Instructions to follow:
Keep the pictures out and restate every record exactly.

§

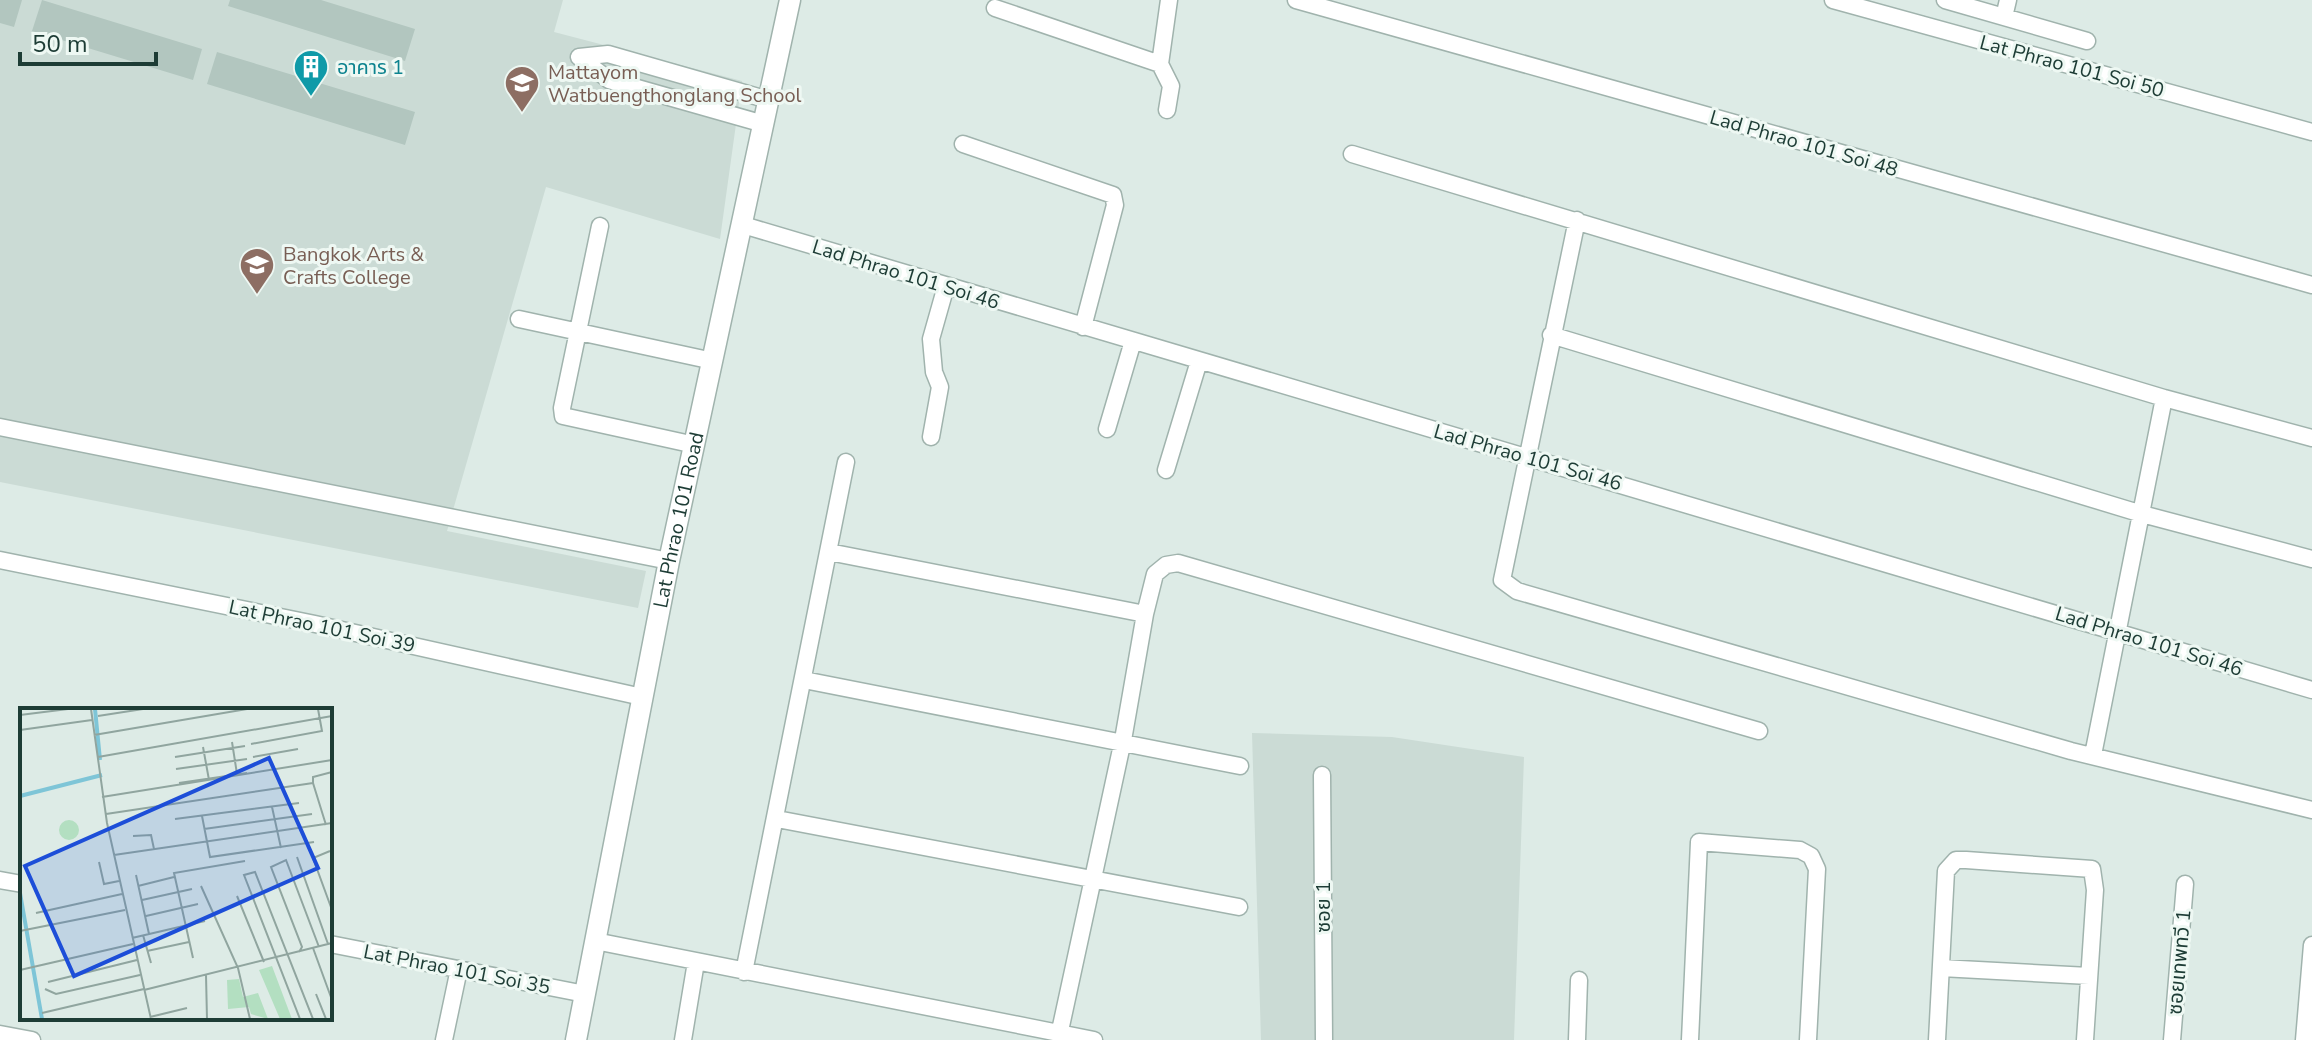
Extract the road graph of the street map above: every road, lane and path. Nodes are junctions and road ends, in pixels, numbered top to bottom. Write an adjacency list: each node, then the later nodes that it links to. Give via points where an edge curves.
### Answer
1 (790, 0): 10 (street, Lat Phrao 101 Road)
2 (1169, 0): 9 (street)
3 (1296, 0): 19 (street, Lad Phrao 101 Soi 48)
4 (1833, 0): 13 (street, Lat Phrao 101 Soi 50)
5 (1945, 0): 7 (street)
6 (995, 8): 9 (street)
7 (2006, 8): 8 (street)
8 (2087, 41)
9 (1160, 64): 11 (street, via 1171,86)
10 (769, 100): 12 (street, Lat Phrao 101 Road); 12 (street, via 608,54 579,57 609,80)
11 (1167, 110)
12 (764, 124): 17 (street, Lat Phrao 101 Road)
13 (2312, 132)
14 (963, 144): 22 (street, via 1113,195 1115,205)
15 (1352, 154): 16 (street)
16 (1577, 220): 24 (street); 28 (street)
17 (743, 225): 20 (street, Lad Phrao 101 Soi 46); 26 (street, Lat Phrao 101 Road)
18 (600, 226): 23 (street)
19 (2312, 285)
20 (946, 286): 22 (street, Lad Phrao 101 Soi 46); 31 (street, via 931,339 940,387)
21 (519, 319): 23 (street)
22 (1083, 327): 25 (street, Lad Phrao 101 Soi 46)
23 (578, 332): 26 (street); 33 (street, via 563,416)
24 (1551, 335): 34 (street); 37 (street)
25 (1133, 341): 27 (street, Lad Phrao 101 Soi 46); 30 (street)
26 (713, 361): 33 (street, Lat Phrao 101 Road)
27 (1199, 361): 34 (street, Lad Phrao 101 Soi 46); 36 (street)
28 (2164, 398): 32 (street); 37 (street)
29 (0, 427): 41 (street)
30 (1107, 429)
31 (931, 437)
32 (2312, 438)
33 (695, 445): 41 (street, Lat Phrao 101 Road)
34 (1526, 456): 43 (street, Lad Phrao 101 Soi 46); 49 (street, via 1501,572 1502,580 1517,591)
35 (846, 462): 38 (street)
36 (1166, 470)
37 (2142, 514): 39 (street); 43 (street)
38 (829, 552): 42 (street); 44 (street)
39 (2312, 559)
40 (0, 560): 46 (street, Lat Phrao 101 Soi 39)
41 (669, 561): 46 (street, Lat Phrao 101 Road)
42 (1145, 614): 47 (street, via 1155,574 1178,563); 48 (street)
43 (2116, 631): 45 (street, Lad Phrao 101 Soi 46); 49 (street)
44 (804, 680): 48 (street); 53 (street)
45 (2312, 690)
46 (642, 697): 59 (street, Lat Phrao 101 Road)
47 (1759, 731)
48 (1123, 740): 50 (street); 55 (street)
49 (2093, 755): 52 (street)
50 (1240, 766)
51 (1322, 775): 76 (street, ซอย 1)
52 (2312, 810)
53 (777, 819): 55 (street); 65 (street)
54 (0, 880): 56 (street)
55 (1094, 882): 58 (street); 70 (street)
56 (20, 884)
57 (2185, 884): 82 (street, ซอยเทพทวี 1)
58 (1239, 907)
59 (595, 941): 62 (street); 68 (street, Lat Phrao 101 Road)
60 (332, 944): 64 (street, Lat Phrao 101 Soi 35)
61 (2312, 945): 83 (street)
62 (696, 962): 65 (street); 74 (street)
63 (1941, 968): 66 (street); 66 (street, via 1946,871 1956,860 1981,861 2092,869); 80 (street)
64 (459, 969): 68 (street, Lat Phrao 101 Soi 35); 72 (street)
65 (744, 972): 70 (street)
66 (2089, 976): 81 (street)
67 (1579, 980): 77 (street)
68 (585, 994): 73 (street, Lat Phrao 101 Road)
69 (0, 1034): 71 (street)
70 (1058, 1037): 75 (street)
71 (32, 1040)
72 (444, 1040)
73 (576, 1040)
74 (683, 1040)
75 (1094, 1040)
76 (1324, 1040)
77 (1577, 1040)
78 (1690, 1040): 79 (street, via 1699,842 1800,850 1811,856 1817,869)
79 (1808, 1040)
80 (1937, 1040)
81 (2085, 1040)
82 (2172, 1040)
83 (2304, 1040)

§

Answer for this exercise:
Extract the road graph of the street map above: every road, lane and path. Nodes are junctions and road ends, in pixels, numbered top to bottom. Write an adjacency list: each node, then the later nodes that it links to. Give via points where an edge curves.
### Answer
1 (790, 0): 10 (street, Lat Phrao 101 Road)
2 (1169, 0): 9 (street)
3 (1296, 0): 19 (street, Lad Phrao 101 Soi 48)
4 (1833, 0): 13 (street, Lat Phrao 101 Soi 50)
5 (1945, 0): 7 (street)
6 (995, 8): 9 (street)
7 (2006, 8): 8 (street)
8 (2087, 41)
9 (1160, 64): 11 (street, via 1171,86)
10 (769, 100): 12 (street, Lat Phrao 101 Road); 12 (street, via 608,54 579,57 609,80)
11 (1167, 110)
12 (764, 124): 17 (street, Lat Phrao 101 Road)
13 (2312, 132)
14 (963, 144): 22 (street, via 1113,195 1115,205)
15 (1352, 154): 16 (street)
16 (1577, 220): 24 (street); 28 (street)
17 (743, 225): 20 (street, Lad Phrao 101 Soi 46); 26 (street, Lat Phrao 101 Road)
18 (600, 226): 23 (street)
19 (2312, 285)
20 (946, 286): 22 (street, Lad Phrao 101 Soi 46); 31 (street, via 931,339 940,387)
21 (519, 319): 23 (street)
22 (1083, 327): 25 (street, Lad Phrao 101 Soi 46)
23 (578, 332): 26 (street); 33 (street, via 563,416)
24 (1551, 335): 34 (street); 37 (street)
25 (1133, 341): 27 (street, Lad Phrao 101 Soi 46); 30 (street)
26 (713, 361): 33 (street, Lat Phrao 101 Road)
27 (1199, 361): 34 (street, Lad Phrao 101 Soi 46); 36 (street)
28 (2164, 398): 32 (street); 37 (street)
29 (0, 427): 41 (street)
30 (1107, 429)
31 (931, 437)
32 (2312, 438)
33 (695, 445): 41 (street, Lat Phrao 101 Road)
34 (1526, 456): 43 (street, Lad Phrao 101 Soi 46); 49 (street, via 1501,572 1502,580 1517,591)
35 (846, 462): 38 (street)
36 (1166, 470)
37 (2142, 514): 39 (street); 43 (street)
38 (829, 552): 42 (street); 44 (street)
39 (2312, 559)
40 (0, 560): 46 (street, Lat Phrao 101 Soi 39)
41 (669, 561): 46 (street, Lat Phrao 101 Road)
42 (1145, 614): 47 (street, via 1155,574 1178,563); 48 (street)
43 (2116, 631): 45 (street, Lad Phrao 101 Soi 46); 49 (street)
44 (804, 680): 48 (street); 53 (street)
45 (2312, 690)
46 (642, 697): 59 (street, Lat Phrao 101 Road)
47 (1759, 731)
48 (1123, 740): 50 (street); 55 (street)
49 (2093, 755): 52 (street)
50 (1240, 766)
51 (1322, 775): 76 (street, ซอย 1)
52 (2312, 810)
53 (777, 819): 55 (street); 65 (street)
54 (0, 880): 56 (street)
55 (1094, 882): 58 (street); 70 (street)
56 (20, 884)
57 (2185, 884): 82 (street, ซอยเทพทวี 1)
58 (1239, 907)
59 (595, 941): 62 (street); 68 (street, Lat Phrao 101 Road)
60 (332, 944): 64 (street, Lat Phrao 101 Soi 35)
61 (2312, 945): 83 (street)
62 (696, 962): 65 (street); 74 (street)
63 (1941, 968): 66 (street); 66 (street, via 1946,871 1956,860 1981,861 2092,869); 80 (street)
64 (459, 969): 68 (street, Lat Phrao 101 Soi 35); 72 (street)
65 (744, 972): 70 (street)
66 (2089, 976): 81 (street)
67 (1579, 980): 77 (street)
68 (585, 994): 73 (street, Lat Phrao 101 Road)
69 (0, 1034): 71 (street)
70 (1058, 1037): 75 (street)
71 (32, 1040)
72 (444, 1040)
73 (576, 1040)
74 (683, 1040)
75 (1094, 1040)
76 (1324, 1040)
77 (1577, 1040)
78 (1690, 1040): 79 (street, via 1699,842 1800,850 1811,856 1817,869)
79 (1808, 1040)
80 (1937, 1040)
81 (2085, 1040)
82 (2172, 1040)
83 (2304, 1040)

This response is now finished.